**ACTION ITEM**
Without including any images, repeat the data exactly.

**RECORDS**
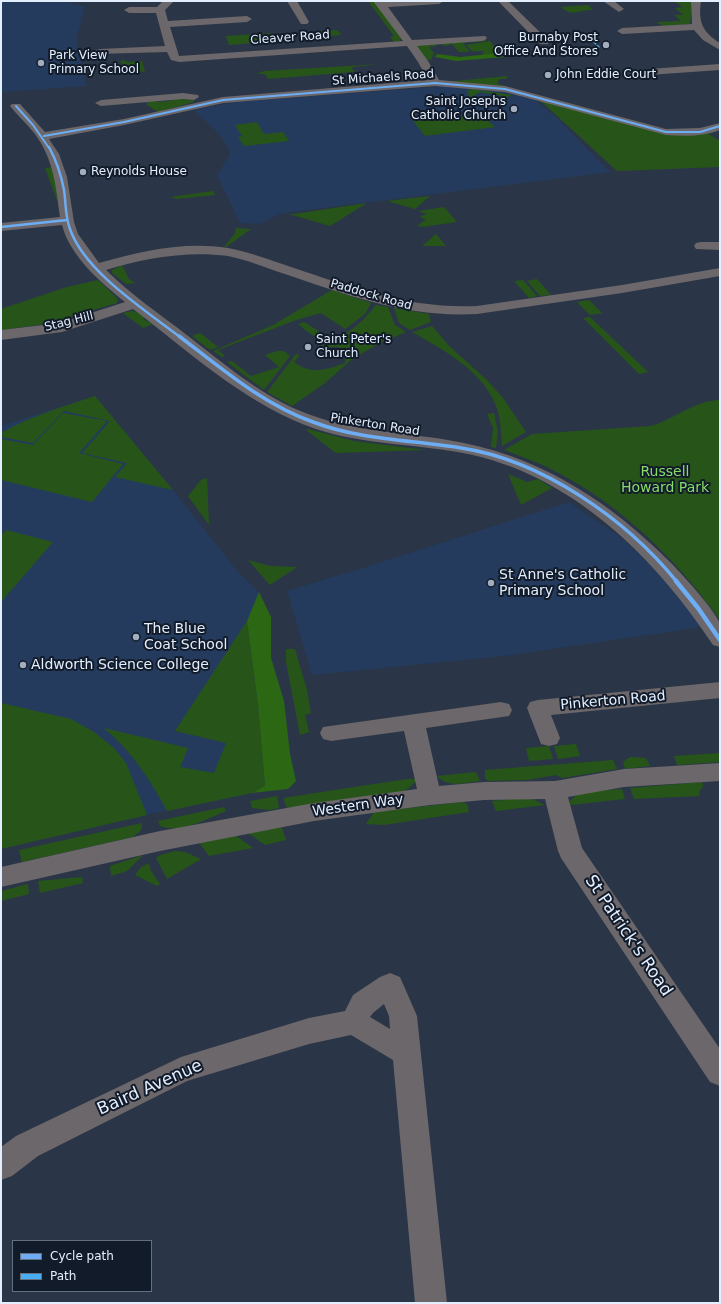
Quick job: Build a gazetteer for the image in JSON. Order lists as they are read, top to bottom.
{
  "streets": {
    "street": [
      "Cleaver Road",
      "St Michaels Road",
      "Paddock Road",
      "Stag Hill",
      "Pinkerton Road",
      "Western Way",
      "St Patrick's Road",
      "Baird Avenue"
    ]
  },
  "crossings": [
    ["St Michaels Road", "Pinkerton Road"],
    ["Paddock Road", "Pinkerton Road"],
    ["Stag Hill", "Pinkerton Road"],
    ["Western Way", "St Patrick's Road"]
  ],
  "parks": ["Russell Howard Park"],
  "places": [
    "Burnaby Post Office And Stores",
    "Park View Primary School",
    "John Eddie Court",
    "Saint Josephs Catholic Church",
    "Reynolds House",
    "Saint Peter's Church",
    "St Anne's Catholic Primary School",
    "The Blue Coat School",
    "Aldworth Science College"
  ],
  "legend": ["Cycle path", "Path"]
}
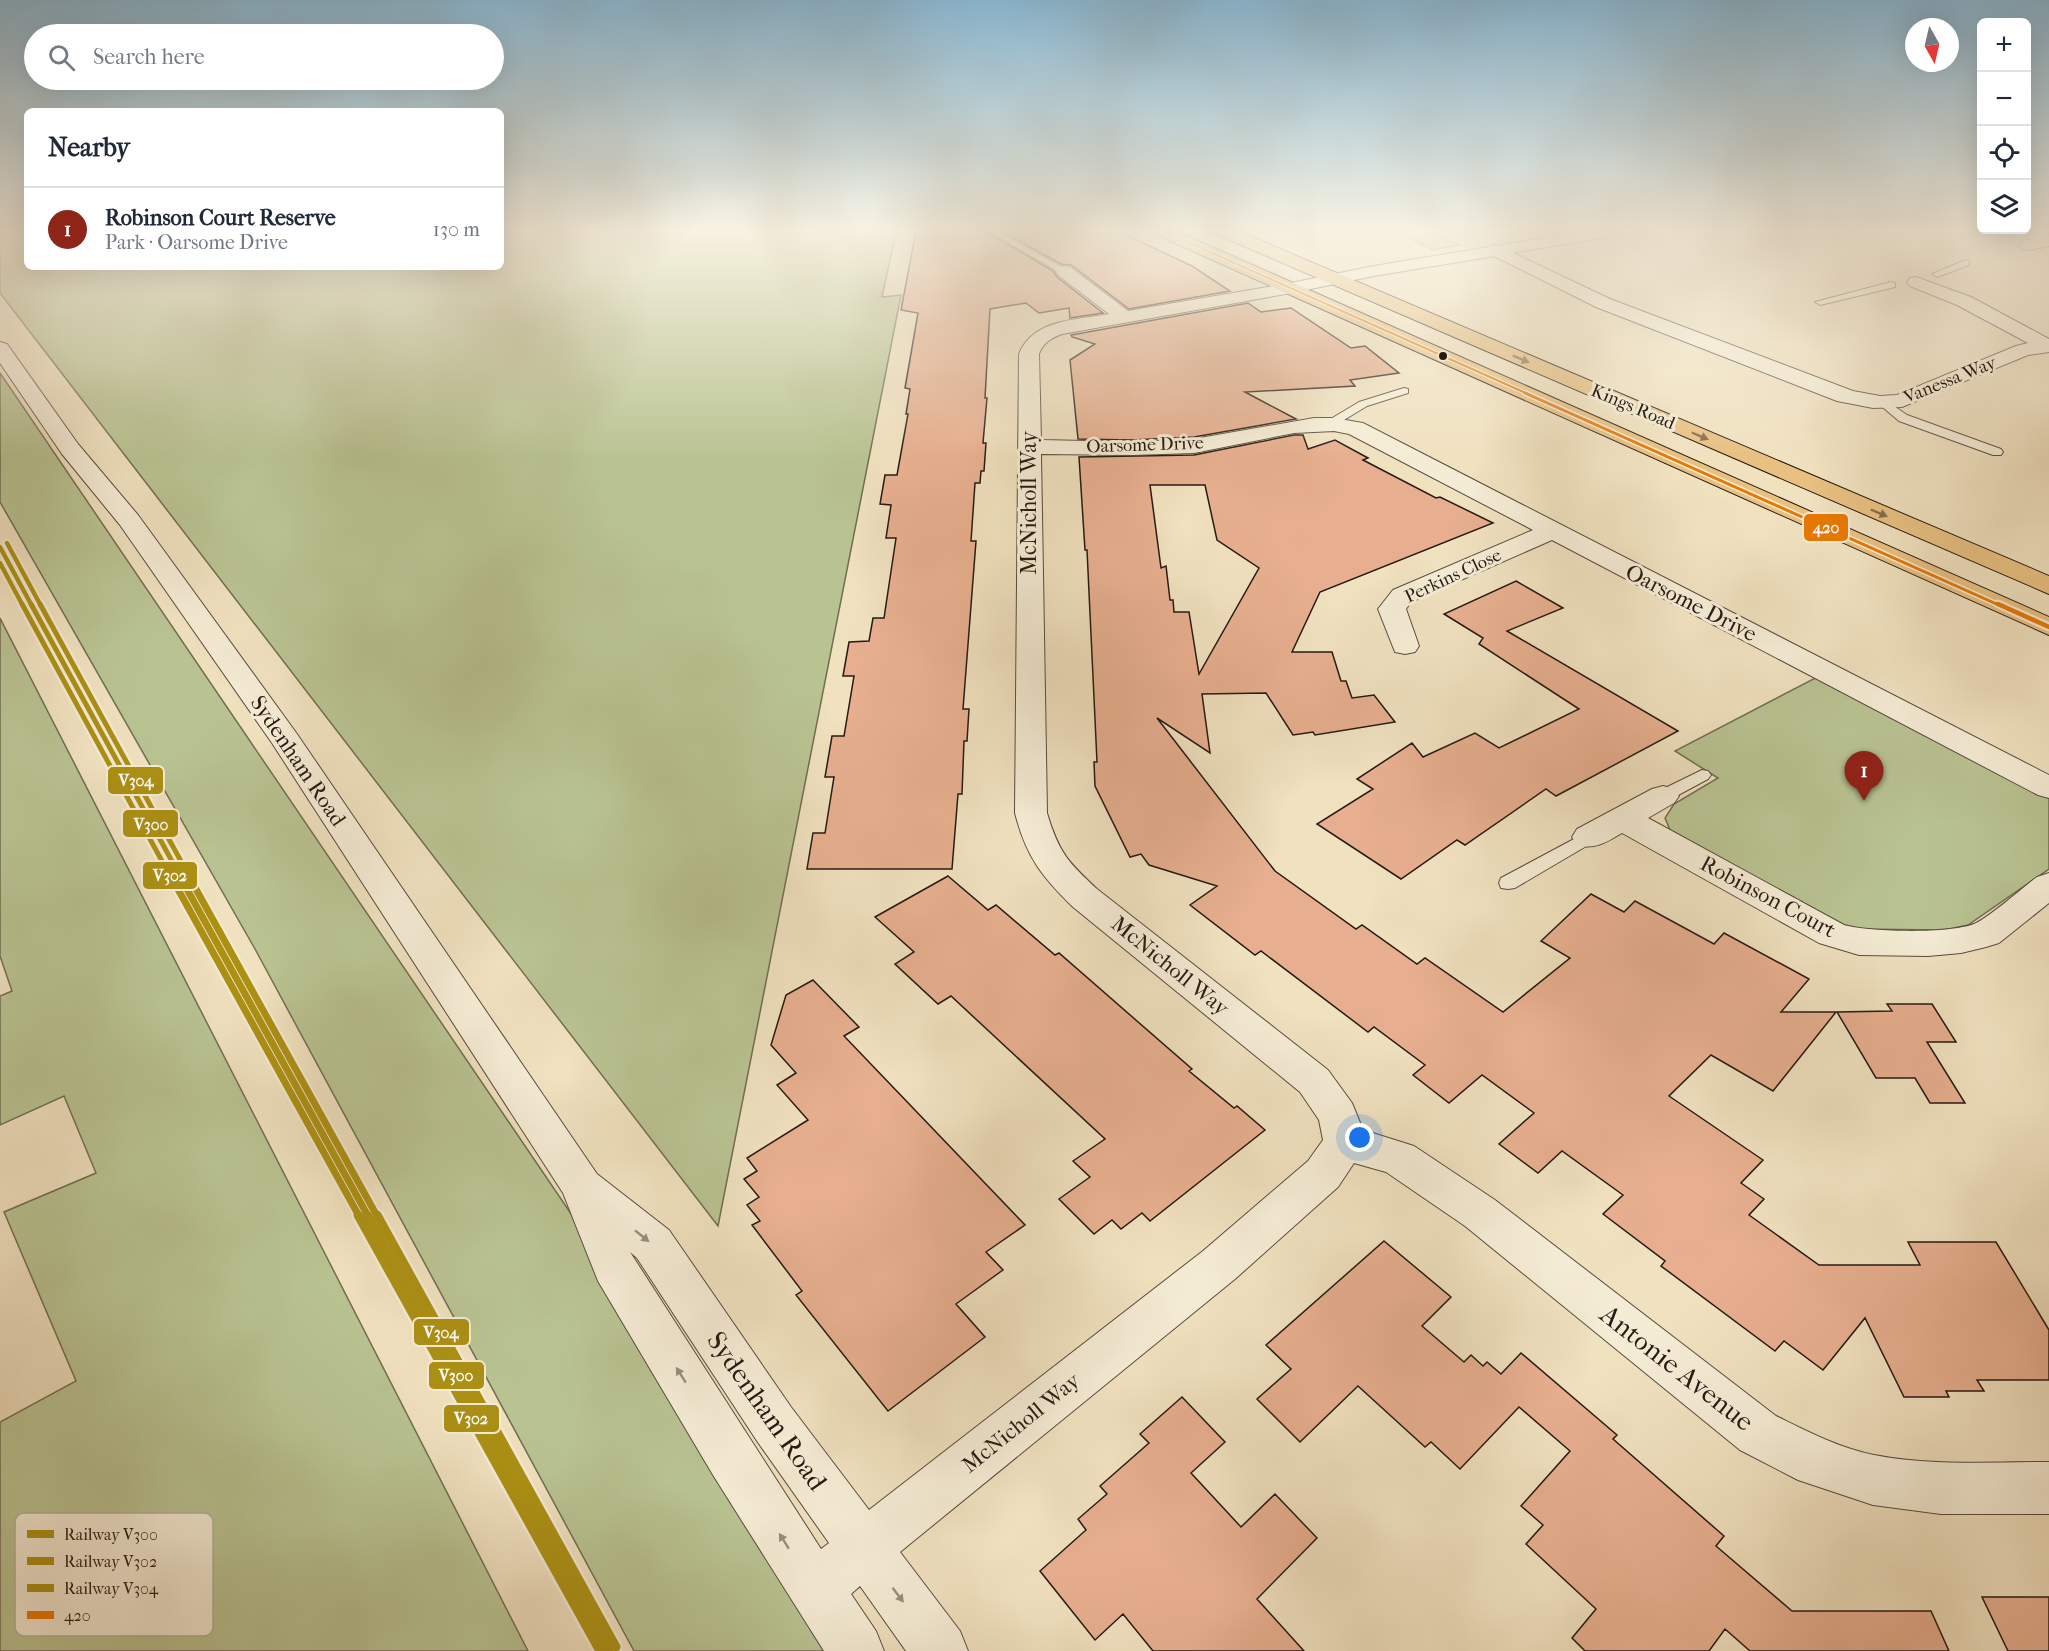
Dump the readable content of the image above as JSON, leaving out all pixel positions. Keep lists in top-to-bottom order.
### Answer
{
  "streets": {
    "main road": ["Kings Road"],
    "street": [
      "Vanessa Way",
      "Oarsome Drive",
      "McNicholl Way",
      "Perkins Close",
      "Sydenham Road",
      "Robinson Court",
      "Antonie Avenue"
    ]
  },
  "crossings": [
    ["Oarsome Drive", "McNicholl Way"],
    ["Oarsome Drive", "Perkins Close"],
    ["McNicholl Way", "Sydenham Road"],
    ["McNicholl Way", "Antonie Avenue"]
  ],
  "lines": [
    "transit line 420",
    "rail line V304",
    "rail line V300",
    "rail line V302"
  ],
  "legend": [
    "Railway V300",
    "Railway V302",
    "Railway V304",
    "420"
  ],
  "north": "bottom",
  "page": {
    "map_buttons": ["+", "−"],
    "search": "Search here",
    "heading": "Nearby",
    "list": [
      {
        "mark": "1",
        "name": "Robinson Court Reserve",
        "note": "Park · Oarsome Drive",
        "value": "130 m"
      }
    ],
    "pins": "1"
  }
}
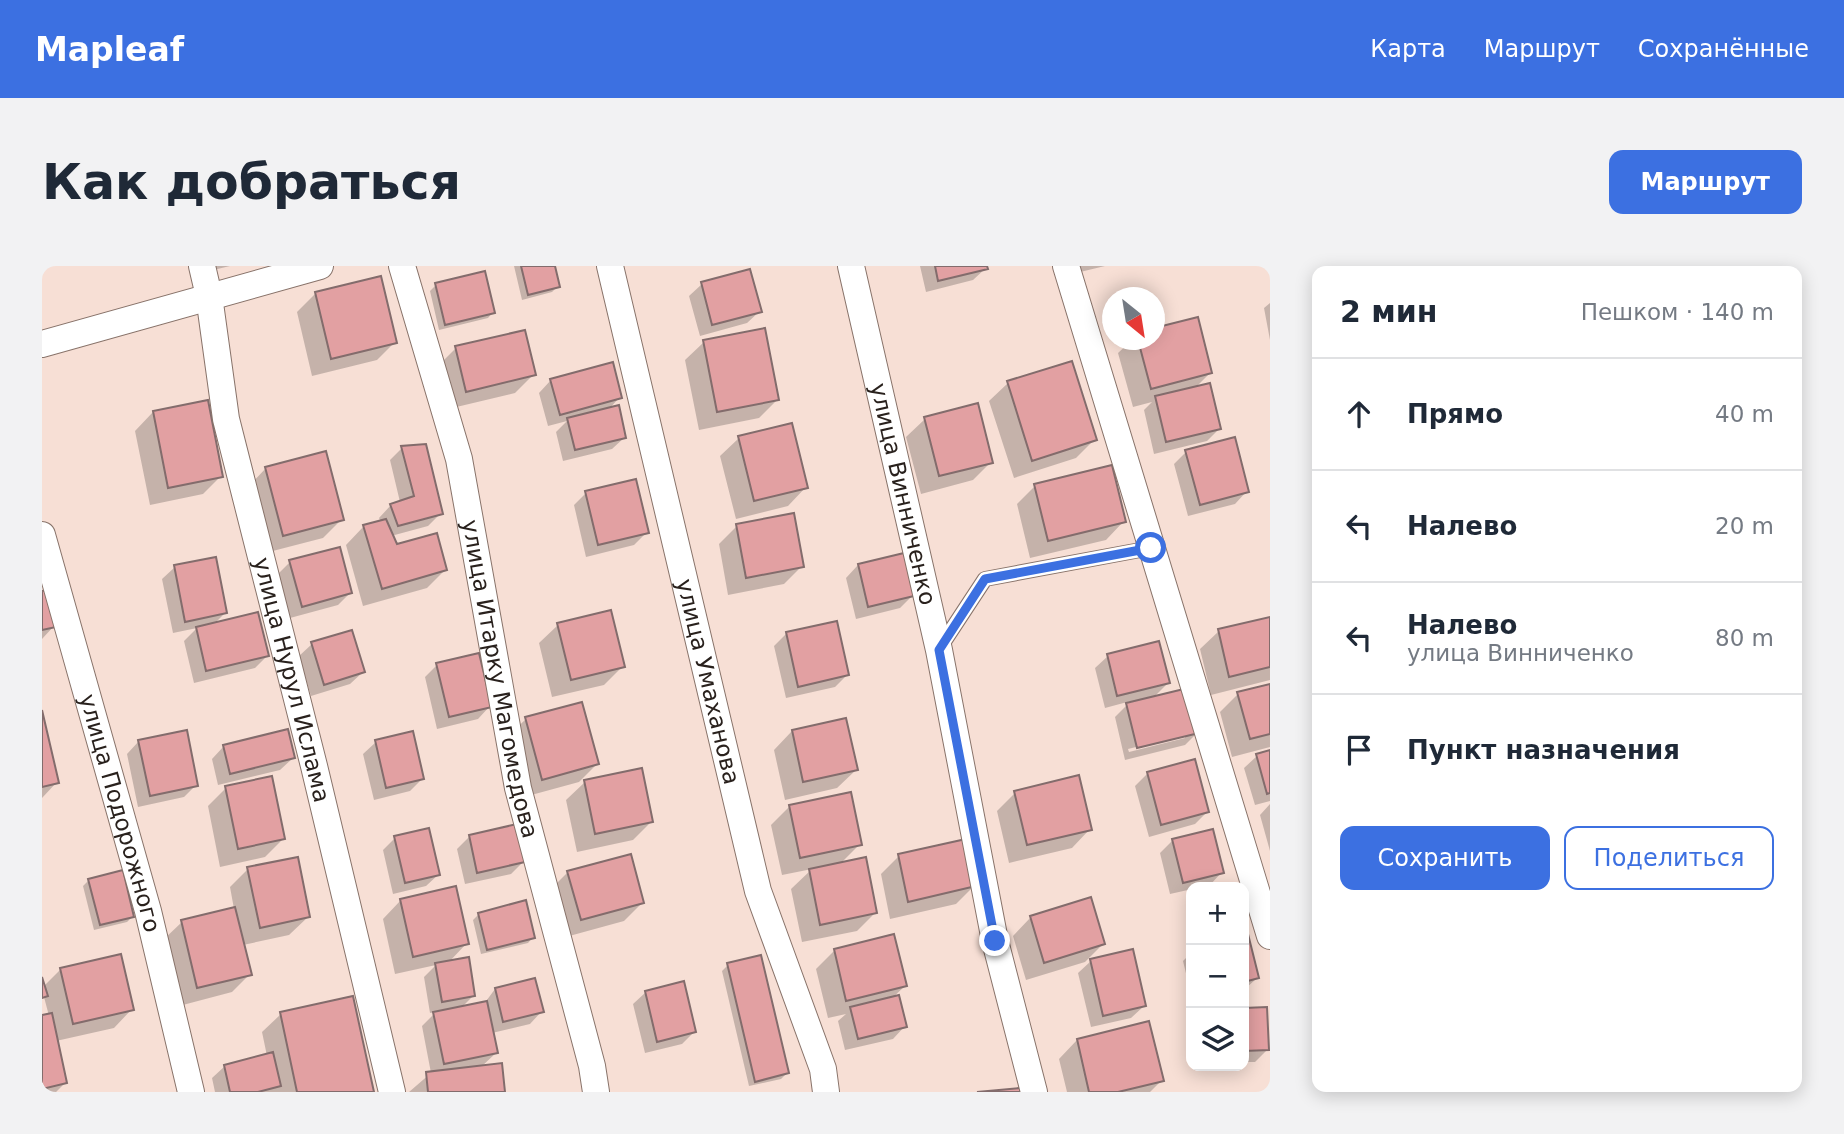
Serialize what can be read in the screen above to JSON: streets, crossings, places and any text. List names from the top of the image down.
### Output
{
  "streets": {
    "street": [
      "улица Винниченко",
      "улица Итарку Магомедова",
      "улица Нурул Ислама",
      "улица Умаханова",
      "улица Подорожного"
    ]
  },
  "north": "bottom right",
  "page": {
    "header": "Mapleaf",
    "nav": ["Карта", "Маршрут", "Сохранённые"],
    "buttons": [
      "Маршрут",
      ["Сохранить", "Поделиться"]
    ],
    "title": "Как добраться",
    "heading": ["2 мин", "Пешком · 140 m"],
    "list": [
      ["Прямо", "40 m"],
      ["Налево", "20 m"],
      ["Налево", "улица Винниченко", "80 m"],
      "Пункт назначения"
    ],
    "map_buttons": ["+", "−"]
  }
}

**ANSWER TO THIS EXERCISE**
Quick job: Build a gazetteer for the image in JSON. Order lists as they are read, top to bottom.
{
  "streets": {
    "street": [
      "Cleaver Road",
      "St Michaels Road",
      "Paddock Road",
      "Stag Hill",
      "Pinkerton Road",
      "Western Way",
      "St Patrick's Road",
      "Baird Avenue"
    ]
  },
  "crossings": [
    ["St Michaels Road", "Pinkerton Road"],
    ["Paddock Road", "Pinkerton Road"],
    ["Stag Hill", "Pinkerton Road"],
    ["Western Way", "St Patrick's Road"]
  ],
  "parks": ["Russell Howard Park"],
  "places": [
    "Burnaby Post Office And Stores",
    "Park View Primary School",
    "John Eddie Court",
    "Saint Josephs Catholic Church",
    "Reynolds House",
    "Saint Peter's Church",
    "St Anne's Catholic Primary School",
    "The Blue Coat School",
    "Aldworth Science College"
  ],
  "legend": ["Cycle path", "Path"]
}
Dump the readable content of the image above as JSON, leaving out all pixel positions. Keep lists in top-to-bottom order.
### Answer
{
  "streets": {
    "main road": ["Kings Road"],
    "street": [
      "Vanessa Way",
      "Oarsome Drive",
      "McNicholl Way",
      "Perkins Close",
      "Sydenham Road",
      "Robinson Court",
      "Antonie Avenue"
    ]
  },
  "crossings": [
    ["Oarsome Drive", "McNicholl Way"],
    ["Oarsome Drive", "Perkins Close"],
    ["McNicholl Way", "Sydenham Road"],
    ["McNicholl Way", "Antonie Avenue"]
  ],
  "lines": [
    "transit line 420",
    "rail line V304",
    "rail line V300",
    "rail line V302"
  ],
  "legend": [
    "Railway V300",
    "Railway V302",
    "Railway V304",
    "420"
  ],
  "north": "bottom",
  "page": {
    "map_buttons": ["+", "−"],
    "search": "Search here",
    "heading": "Nearby",
    "list": [
      {
        "mark": "1",
        "name": "Robinson Court Reserve",
        "note": "Park · Oarsome Drive",
        "value": "130 m"
      }
    ],
    "pins": "1"
  }
}
Serialize what can be read in the screen above to JSON: streets, crossings, places and any text. List names from the top of the image down.
### Output
{
  "streets": {
    "street": [
      "улица Винниченко",
      "улица Итарку Магомедова",
      "улица Нурул Ислама",
      "улица Умаханова",
      "улица Подорожного"
    ]
  },
  "north": "bottom right",
  "page": {
    "header": "Mapleaf",
    "nav": ["Карта", "Маршрут", "Сохранённые"],
    "buttons": [
      "Маршрут",
      ["Сохранить", "Поделиться"]
    ],
    "title": "Как добраться",
    "heading": ["2 мин", "Пешком · 140 m"],
    "list": [
      ["Прямо", "40 m"],
      ["Налево", "20 m"],
      ["Налево", "улица Винниченко", "80 m"],
      "Пункт назначения"
    ],
    "map_buttons": ["+", "−"]
  }
}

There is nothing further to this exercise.